Product Analytics

What Is Product Analytics?

Product analytics may be described as the process of capturing and analyzing data for insights that help in making informed product decisions. Typical information that analytics can provide include a customer’s journey through a product and most often used features.  Product managers, developers, and designers depend on product analytics to evaluate the sort of experiences they are delivering to users. Data assists in diagnosing issues and honing performance.

Where Does Analytics Fit In?

Product analytics by its nature is quantitative rather than qualitative, and it describes user behaviors rather than attitudes.  Whereas user research may help to provide insights about ‘why’ a user acts as they do, behavioral analytics is the other side of the coin, expressing what users actually are doing, by looking at aggregated traffic flows, session tracking, heatmaps, and even A/B testing as a method to validate hypotheses with real user activity.

There are two main parts of product analytics: tracking and analysis. You monitor, collect, and evaluate data to help you prove or disprove whatever hypotheses you may be having. This limits guessing in your decisions, basing them instead on statistically valid information.

Product analytics can be useful for providing answers to important questions. What are the demographics of customers? What is the typical customer journey like?

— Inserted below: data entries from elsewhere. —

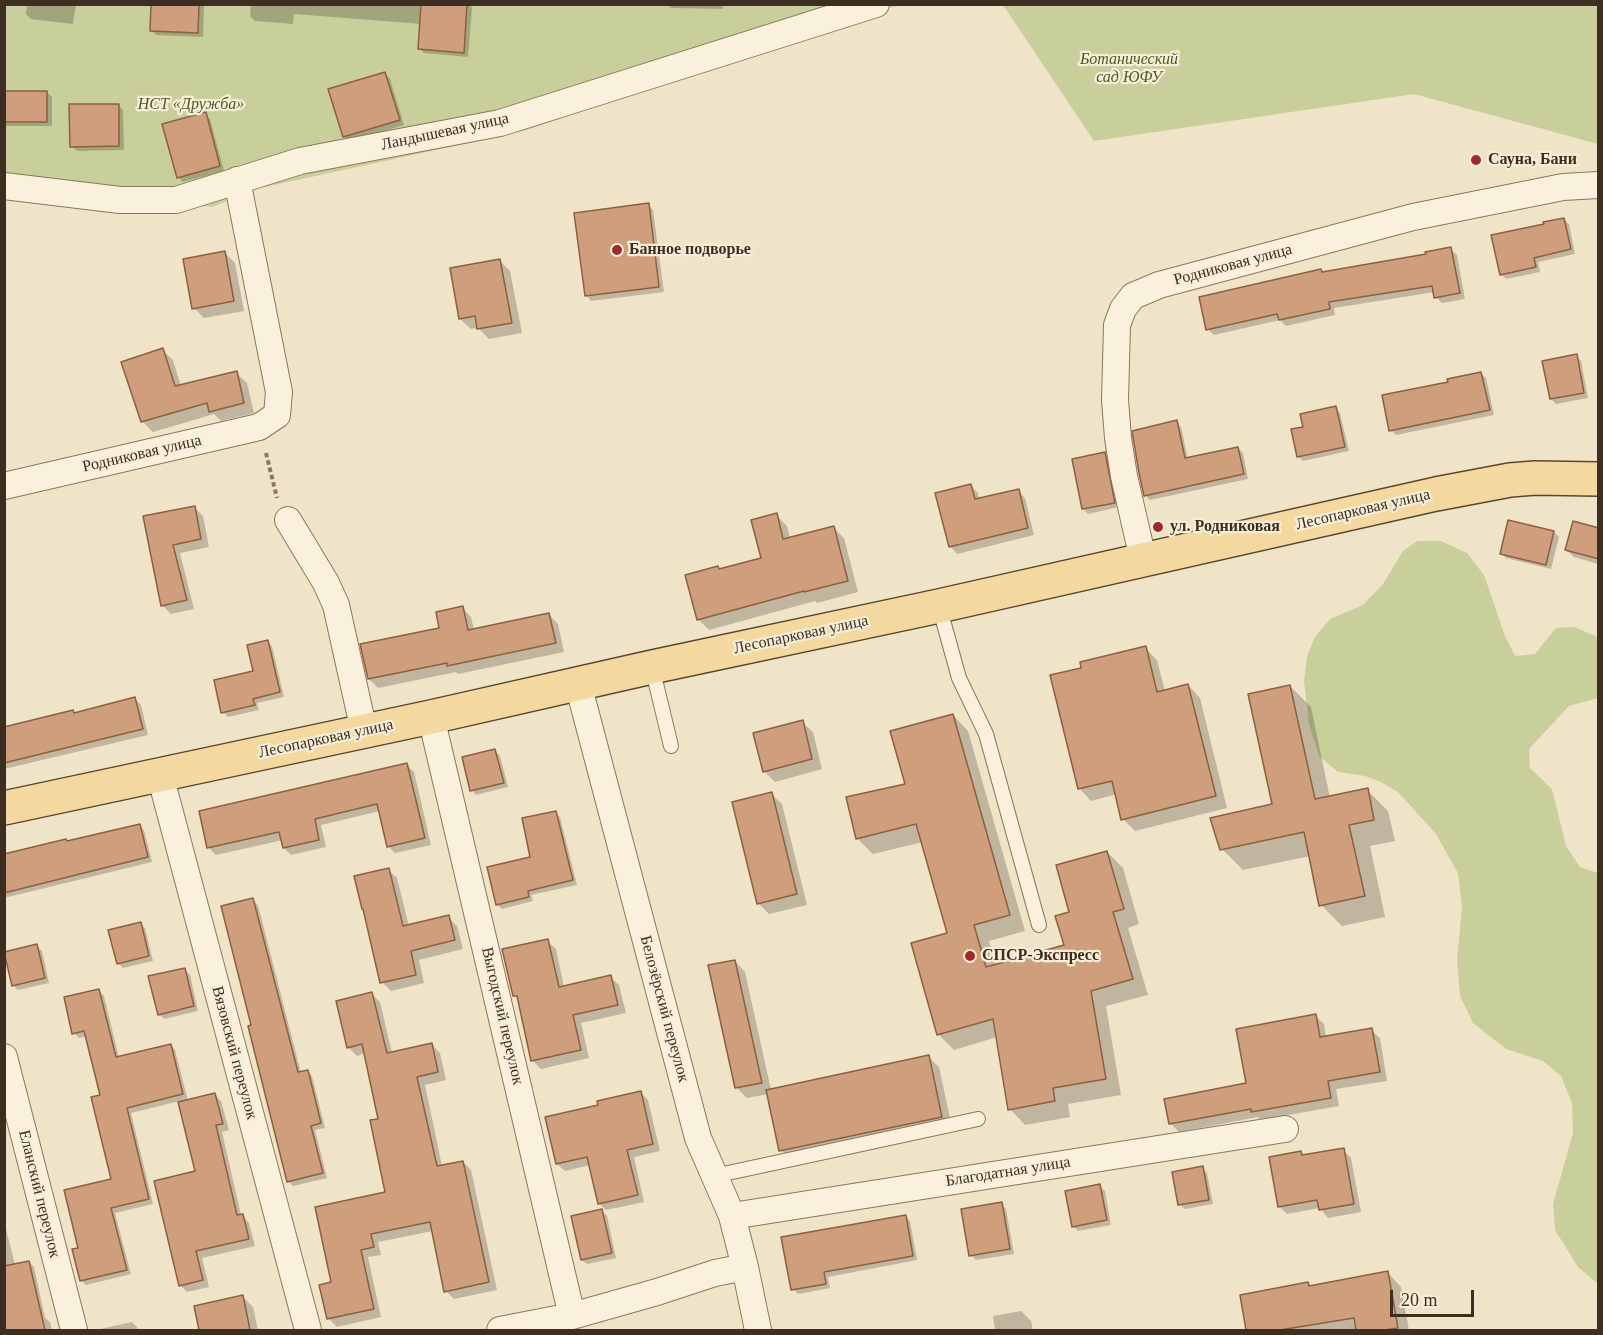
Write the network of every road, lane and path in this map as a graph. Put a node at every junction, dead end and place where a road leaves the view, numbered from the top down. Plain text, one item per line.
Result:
1 (876, 4) edge
2 (237, 180) junction
3 (1599, 185) edge
4 (4, 186) edge
5 (268, 421) junction
6 (1599, 479) edge
7 (4, 486) edge
8 (288, 520) joint
9 (1143, 559) junction
10 (939, 606) junction
11 (651, 667) junction
12 (579, 684) junction
13 (432, 717) junction
14 (364, 731) junction
15 (670, 746) dead end
16 (160, 775) junction
17 (4, 808) edge
18 (1039, 925) dead end
19 (4, 1057) edge
20 (978, 1119) dead end
21 (1285, 1129) dead end
22 (714, 1176) junction
23 (732, 1216) junction
24 (745, 1267) junction
25 (572, 1316) junction
26 (74, 1330) edge
27 (308, 1330) edge
28 (500, 1330) edge
29 (758, 1330) edge

1 - 2 street, Ландышевая улица
2 - 4 street, Ландышевая улица
2 - 5 street
3 - 9 street, Родниковая улица
5 - 7 street, Родниковая улица
5 - 8 path
6 - 9 main road, Лесопарковая улица
8 - 14 street
9 - 10 main road, Лесопарковая улица
10 - 11 main road, Лесопарковая улица
10 - 18 lane
11 - 12 main road, Лесопарковая улица
11 - 15 lane
12 - 13 main road, Лесопарковая улица
12 - 22 street, Белозёрский переулок
13 - 14 main road, Лесопарковая улица
13 - 25 street, Выгодский переулок
14 - 16 main road, Лесопарковая улица
16 - 17 main road, Лесопарковая улица
16 - 27 street, Вязовский переулок
19 - 26 street, Еланский переулок
20 - 22 lane
21 - 23 street, Благодатная улица
22 - 23 street, Белозёрский переулок
23 - 24 street, Белозёрский переулок
24 - 25 street
24 - 29 street, Белозёрский переулок
25 - 28 street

You can find analytics valuable for the following reasons, among others:

  • Conversion Rate Optimization
  • Reducing churn
  • Removing bottlebecks in user flows
  • Identifying the most rewarding user segments
  • Validating user interests

Product analytics supports effective iteration. The data your team gathers through it enables you to improve your product in each cycle of development.

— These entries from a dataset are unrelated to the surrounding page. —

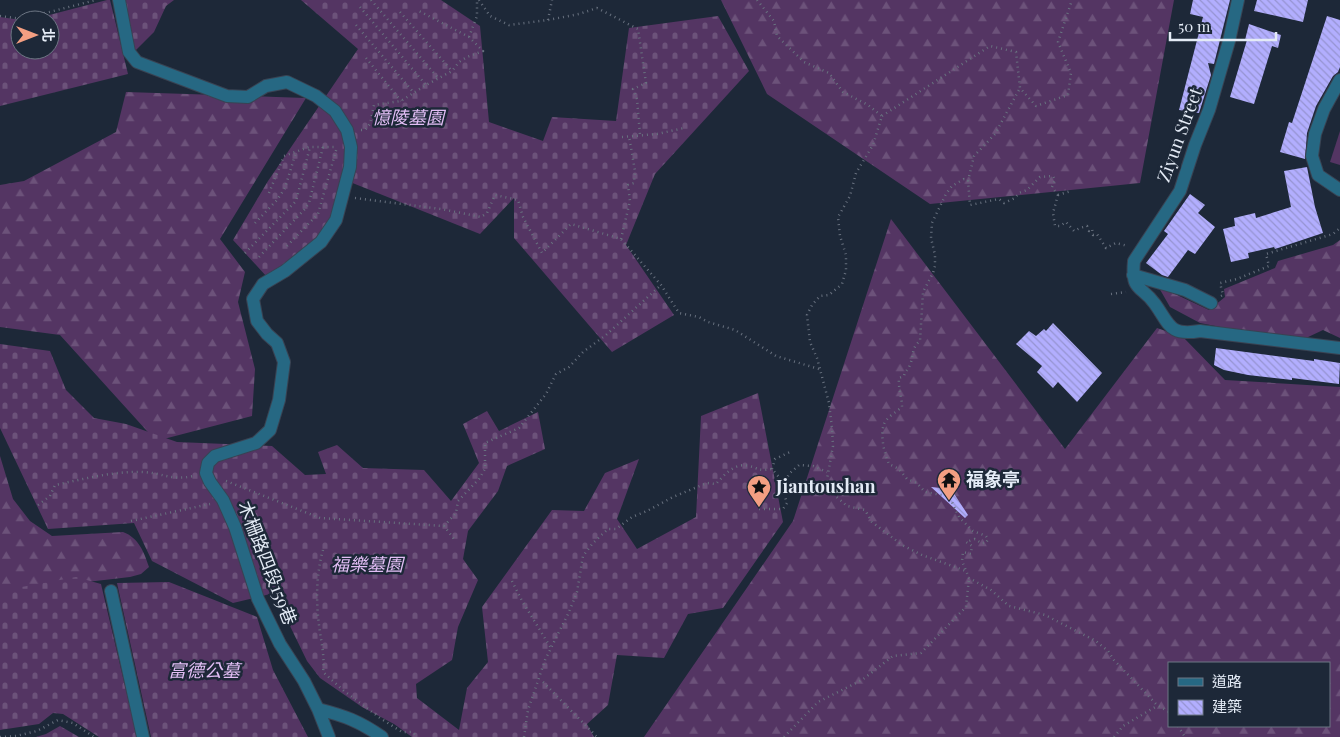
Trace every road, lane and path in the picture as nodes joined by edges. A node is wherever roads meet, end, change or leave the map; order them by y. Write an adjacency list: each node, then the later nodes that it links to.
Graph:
1 (96, 0): 12 (path)
2 (119, 0): 26 (street)
3 (371, 0): 18 (path)
4 (478, 0): 13 (path); 15 (path)
5 (552, 0): 13 (path)
6 (758, 0): 24 (path)
7 (1072, 0): 21 (path)
8 (1238, 0): 48 (street, Ziyun Street)
9 (360, 7): 20 (path)
10 (420, 11): 15 (path)
11 (400, 12): 17 (path)
12 (0, 16)
13 (548, 20): 27 (path)
14 (356, 25): 22 (path)
15 (469, 37): 17 (path)
16 (366, 58): 23 (path)
17 (452, 71): 18 (path)
18 (439, 79): 20 (path)
19 (1340, 80): 36 (street)
20 (426, 84): 22 (path)
21 (1020, 88): 24 (path); 35 (path)
22 (414, 93): 23 (path)
23 (401, 101): 26 (path)
24 (882, 116): 52 (path)
25 (684, 128): 27 (path)
26 (347, 130): 33 (street)
27 (640, 135): 28 (path)
28 (629, 136): 29 (path); 43 (path)
29 (622, 137)
30 (310, 147): 31 (path); 34 (path); 46 (path)
31 (323, 147): 32 (path); 47 (path)
32 (336, 147): 33 (path); 45 (path)
33 (351, 147): 40 (street)
34 (296, 152): 38 (path); 41 (path)
35 (968, 181): 39 (path); 66 (path)
36 (1340, 190)
37 (1071, 191): 39 (path)
38 (269, 193)
39 (1058, 195): 44 (path)
40 (343, 197): 43 (path); 56 (street)
41 (255, 223)
42 (1340, 228): 50 (path)
43 (621, 239): 49 (path)
44 (1110, 245)
45 (287, 246)
46 (245, 253)
47 (258, 257)
48 (1133, 275): 50 (street); 51 (street)
49 (661, 285): 52 (path); 63 (path)
50 (1211, 303)
51 (1340, 348)
52 (819, 370): 55 (path)
53 (790, 452): 54 (path)
54 (772, 468): 58 (path); 70 (path)
55 (827, 472): 58 (path); 66 (path)
56 (206, 473): 59 (street, 木柵路四段159巷); 63 (path)
57 (187, 477): 60 (path)
58 (782, 488): 61 (path)
59 (223, 500): 62 (path); 73 (street, 木柵路四段159巷)
60 (38, 506)
61 (759, 509)
62 (131, 521)
63 (444, 526): 64 (path)
64 (454, 539)
65 (323, 550): 80 (path)
66 (966, 570): 67 (path)
67 (968, 578): 72 (path); 83 (path)
68 (512, 581): 70 (path)
69 (110, 591): 77 (street)
70 (551, 648): 81 (path)
71 (543, 682): 82 (path)
72 (1157, 706): 74 (path); 84 (path)
73 (318, 709): 78 (street, 木柵路四段159巷); 79 (street)
74 (1168, 712)
75 (0, 736): 76 (path)
76 (94, 737)
77 (143, 737)
78 (329, 737)
79 (382, 737)
80 (418, 737)
81 (524, 737)
82 (598, 737)
83 (784, 737)
84 (1114, 737)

Web Analytics vs Event-Based Analytics

Traditional behavioral analytics is based on a web-based concept model, with pageviews as the fundamental tracking element. The popularity of mobile apps has given way to a more abstracted model that is less web-specific called event-based analytics. In this model, the application simply fires events for things we want to track such as button clicks, first-open events, or screen views.

Similar to web analytics, the analyst can create dashboards for key funnels and flows that sequence these key events (or page views) to show how users are progressing through a specific journey. This event-based model is a key part of how product-analytics platforms such as Pendo and Amplitude differentiate their products from traditional web analytics platforms such as Google Analytics at Adobe/Omniture.

When to Implement

Your product should have attained a significant level of adoption for analytics to be more useful. If you have yet to get a decent enough number of users, the insights you get won’t help much.

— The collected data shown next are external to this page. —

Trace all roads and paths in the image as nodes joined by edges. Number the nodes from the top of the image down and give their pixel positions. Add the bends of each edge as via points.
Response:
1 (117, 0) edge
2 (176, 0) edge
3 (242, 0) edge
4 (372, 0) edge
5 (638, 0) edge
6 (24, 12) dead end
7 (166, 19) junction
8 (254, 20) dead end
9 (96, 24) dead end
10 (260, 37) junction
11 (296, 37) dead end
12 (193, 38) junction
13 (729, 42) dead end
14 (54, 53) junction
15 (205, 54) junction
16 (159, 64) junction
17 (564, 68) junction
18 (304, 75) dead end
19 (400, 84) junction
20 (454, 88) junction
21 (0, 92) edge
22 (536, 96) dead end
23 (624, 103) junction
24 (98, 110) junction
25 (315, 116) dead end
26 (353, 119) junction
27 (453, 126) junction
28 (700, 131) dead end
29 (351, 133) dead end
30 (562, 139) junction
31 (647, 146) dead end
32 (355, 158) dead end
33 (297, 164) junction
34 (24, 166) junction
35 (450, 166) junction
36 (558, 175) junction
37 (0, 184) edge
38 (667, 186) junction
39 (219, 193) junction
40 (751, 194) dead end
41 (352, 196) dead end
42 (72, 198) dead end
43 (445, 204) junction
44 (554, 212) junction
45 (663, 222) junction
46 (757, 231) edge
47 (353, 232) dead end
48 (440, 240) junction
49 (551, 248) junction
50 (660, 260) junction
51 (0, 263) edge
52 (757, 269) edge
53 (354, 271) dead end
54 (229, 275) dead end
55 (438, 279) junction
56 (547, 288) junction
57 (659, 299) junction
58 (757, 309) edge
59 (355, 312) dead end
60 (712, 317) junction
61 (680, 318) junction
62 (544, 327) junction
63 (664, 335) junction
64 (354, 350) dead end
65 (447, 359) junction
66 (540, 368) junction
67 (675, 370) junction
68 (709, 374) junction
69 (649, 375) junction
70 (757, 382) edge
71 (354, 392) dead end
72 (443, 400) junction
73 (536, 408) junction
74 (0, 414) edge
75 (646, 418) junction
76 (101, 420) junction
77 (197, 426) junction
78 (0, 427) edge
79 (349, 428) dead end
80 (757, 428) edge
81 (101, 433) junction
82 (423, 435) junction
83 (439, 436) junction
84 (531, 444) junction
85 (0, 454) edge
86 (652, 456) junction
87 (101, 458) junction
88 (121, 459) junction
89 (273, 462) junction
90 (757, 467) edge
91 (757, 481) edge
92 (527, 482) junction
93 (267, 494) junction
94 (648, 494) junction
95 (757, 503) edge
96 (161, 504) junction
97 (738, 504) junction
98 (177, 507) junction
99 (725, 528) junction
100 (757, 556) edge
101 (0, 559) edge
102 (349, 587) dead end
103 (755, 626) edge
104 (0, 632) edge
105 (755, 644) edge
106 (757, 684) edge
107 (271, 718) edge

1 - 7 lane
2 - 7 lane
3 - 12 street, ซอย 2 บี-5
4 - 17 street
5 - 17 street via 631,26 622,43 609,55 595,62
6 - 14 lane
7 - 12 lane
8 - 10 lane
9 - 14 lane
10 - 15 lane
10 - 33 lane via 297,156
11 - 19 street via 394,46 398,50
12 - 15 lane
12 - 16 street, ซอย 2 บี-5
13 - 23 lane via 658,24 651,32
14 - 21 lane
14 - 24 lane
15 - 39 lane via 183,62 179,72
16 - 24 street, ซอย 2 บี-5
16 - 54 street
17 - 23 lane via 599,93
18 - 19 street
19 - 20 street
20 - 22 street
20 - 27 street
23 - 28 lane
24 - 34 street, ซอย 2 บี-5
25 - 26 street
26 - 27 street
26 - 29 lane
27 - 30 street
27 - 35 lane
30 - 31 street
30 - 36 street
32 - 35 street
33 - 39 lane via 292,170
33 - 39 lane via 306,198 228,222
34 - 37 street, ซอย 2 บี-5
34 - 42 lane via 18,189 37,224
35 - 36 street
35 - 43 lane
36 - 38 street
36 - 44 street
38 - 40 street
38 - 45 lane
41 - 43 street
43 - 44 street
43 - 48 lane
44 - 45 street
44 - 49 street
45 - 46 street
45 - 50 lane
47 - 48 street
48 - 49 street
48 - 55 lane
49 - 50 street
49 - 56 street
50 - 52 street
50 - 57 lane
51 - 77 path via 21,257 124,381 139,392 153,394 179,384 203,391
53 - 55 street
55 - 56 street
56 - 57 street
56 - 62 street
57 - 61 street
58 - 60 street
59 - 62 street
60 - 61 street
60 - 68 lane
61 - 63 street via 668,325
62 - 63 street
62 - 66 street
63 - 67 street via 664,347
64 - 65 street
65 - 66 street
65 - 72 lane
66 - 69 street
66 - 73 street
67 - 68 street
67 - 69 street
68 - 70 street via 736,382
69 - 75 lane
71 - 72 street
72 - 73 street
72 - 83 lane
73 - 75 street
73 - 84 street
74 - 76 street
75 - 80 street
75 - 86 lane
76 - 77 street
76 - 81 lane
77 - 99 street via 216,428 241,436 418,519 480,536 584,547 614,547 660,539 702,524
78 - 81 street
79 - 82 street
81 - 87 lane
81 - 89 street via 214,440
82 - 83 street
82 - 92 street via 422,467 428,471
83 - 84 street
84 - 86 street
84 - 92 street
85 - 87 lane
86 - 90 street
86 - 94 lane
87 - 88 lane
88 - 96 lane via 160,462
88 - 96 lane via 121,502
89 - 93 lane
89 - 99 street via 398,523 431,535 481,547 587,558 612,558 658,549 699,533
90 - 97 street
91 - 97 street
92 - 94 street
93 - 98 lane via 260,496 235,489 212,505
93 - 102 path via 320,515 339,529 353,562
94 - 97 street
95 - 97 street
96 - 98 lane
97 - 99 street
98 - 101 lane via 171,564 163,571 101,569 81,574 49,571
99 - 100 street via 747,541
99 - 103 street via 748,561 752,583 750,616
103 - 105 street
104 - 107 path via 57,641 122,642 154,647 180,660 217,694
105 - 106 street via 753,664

CXL Institute recommends having more than 2,000 customers for a B2C product and over 100 for a B2B product. Your team may do better sticking to traditional methods, such as surveys and interviews, when having a smaller user base.

Let’s consider some critical steps to take when you are ready to implement product analytics.

Start With Your Goals

Make a list of all events (actions that users take) that you want to track during customers’ interactions with your product. Pay special attention when doing this to ensure that you list all events. A missed step could deprive you of significant insight into user engagement.

S

Analytics can provide brilliant insights about user behavior, but nothing puts those insights more into focus, than having clearly defined goals and targets you want to reach.  With these clearly defined, you can use behavioral analytics to track performance, identify gaps, and even diagnose causes of less than optimal performance, such as friction in a key activity funnel.

Consider how the data you will be gathering can lend to the achievement of your goals. It doesn’t make any sense investing in the tracking and analysis of data that adds no real value.